**Extracted data**
+--

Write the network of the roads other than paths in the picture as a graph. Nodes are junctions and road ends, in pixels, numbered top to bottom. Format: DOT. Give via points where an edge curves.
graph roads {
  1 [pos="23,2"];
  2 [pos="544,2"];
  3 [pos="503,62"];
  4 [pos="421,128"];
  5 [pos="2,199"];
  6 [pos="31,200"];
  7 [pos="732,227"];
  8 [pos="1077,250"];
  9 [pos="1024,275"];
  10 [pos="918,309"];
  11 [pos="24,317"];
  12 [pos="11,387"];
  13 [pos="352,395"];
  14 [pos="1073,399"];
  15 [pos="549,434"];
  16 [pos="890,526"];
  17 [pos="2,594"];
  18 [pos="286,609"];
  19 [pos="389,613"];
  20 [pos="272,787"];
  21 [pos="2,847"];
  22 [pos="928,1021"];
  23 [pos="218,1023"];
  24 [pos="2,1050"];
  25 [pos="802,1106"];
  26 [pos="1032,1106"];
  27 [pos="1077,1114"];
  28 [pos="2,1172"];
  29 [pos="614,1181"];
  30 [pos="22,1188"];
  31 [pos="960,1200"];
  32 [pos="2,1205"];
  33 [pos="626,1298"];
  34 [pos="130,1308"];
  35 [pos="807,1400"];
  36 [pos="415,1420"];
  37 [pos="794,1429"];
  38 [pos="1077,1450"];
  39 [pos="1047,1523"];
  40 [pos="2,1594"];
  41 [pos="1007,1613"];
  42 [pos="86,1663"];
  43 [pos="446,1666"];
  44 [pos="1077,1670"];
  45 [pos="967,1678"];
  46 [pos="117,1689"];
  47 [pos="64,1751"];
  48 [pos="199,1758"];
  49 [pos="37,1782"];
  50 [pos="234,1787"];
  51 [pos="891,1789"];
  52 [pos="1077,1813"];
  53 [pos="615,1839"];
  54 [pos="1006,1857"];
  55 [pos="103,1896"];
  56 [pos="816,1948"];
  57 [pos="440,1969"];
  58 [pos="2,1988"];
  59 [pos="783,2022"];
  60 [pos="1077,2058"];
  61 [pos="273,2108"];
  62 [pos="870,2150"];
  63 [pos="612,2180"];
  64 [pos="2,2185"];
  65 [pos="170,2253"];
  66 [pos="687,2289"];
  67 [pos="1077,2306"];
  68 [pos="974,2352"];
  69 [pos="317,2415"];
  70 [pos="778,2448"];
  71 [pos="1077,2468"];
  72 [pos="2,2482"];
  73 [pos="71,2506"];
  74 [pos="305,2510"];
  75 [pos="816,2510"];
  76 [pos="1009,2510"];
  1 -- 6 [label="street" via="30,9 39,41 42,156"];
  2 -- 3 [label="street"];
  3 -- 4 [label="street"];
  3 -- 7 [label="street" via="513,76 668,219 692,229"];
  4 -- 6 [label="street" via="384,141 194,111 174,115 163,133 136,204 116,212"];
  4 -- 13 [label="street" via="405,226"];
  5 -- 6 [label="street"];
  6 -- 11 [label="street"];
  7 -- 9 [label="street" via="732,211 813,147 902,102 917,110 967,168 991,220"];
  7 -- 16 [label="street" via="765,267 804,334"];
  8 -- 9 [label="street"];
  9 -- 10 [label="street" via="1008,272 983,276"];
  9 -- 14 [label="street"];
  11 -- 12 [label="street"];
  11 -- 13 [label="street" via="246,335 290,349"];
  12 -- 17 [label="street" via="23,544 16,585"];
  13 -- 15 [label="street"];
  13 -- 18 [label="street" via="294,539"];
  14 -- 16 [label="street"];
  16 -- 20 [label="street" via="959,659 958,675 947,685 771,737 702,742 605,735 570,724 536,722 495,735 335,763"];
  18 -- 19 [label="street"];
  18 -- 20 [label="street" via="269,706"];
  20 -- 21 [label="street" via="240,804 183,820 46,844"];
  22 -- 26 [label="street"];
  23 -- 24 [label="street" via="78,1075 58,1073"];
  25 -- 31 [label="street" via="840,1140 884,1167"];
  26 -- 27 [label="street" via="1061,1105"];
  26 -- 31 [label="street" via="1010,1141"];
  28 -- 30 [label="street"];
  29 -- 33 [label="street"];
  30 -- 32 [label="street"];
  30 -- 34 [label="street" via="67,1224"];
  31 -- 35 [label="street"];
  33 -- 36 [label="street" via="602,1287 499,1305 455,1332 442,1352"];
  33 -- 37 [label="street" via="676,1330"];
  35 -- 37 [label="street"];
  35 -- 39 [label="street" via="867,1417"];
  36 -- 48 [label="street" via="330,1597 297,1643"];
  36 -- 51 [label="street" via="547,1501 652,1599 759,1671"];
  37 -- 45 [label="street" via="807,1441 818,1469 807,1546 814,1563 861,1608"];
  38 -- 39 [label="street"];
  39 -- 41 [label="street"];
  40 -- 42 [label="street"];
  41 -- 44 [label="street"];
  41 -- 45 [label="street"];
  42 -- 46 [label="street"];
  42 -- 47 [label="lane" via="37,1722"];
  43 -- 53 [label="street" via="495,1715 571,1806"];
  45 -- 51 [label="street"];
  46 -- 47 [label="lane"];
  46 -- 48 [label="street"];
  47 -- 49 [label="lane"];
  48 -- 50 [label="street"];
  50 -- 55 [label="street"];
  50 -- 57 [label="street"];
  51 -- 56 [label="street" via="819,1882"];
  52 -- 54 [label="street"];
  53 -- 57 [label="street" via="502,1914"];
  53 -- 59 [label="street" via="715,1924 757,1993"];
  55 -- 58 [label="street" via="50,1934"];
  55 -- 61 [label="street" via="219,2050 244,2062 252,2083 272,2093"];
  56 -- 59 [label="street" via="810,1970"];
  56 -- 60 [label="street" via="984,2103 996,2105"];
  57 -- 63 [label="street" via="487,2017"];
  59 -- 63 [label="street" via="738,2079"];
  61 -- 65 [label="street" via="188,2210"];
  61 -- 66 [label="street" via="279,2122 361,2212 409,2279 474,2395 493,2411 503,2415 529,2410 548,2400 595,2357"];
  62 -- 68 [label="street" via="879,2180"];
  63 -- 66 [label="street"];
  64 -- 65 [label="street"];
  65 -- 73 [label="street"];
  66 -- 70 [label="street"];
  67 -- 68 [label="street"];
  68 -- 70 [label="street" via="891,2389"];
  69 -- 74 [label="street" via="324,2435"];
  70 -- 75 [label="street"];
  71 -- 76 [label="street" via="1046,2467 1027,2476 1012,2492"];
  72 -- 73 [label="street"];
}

+--

**What you need to do**
Pull every line containing the string "lane" out of the data above and copy it.

**Finished exercise**
  42 -- 47 [label="lane" via="37,1722"];
  46 -- 47 [label="lane"];
  47 -- 49 [label="lane"];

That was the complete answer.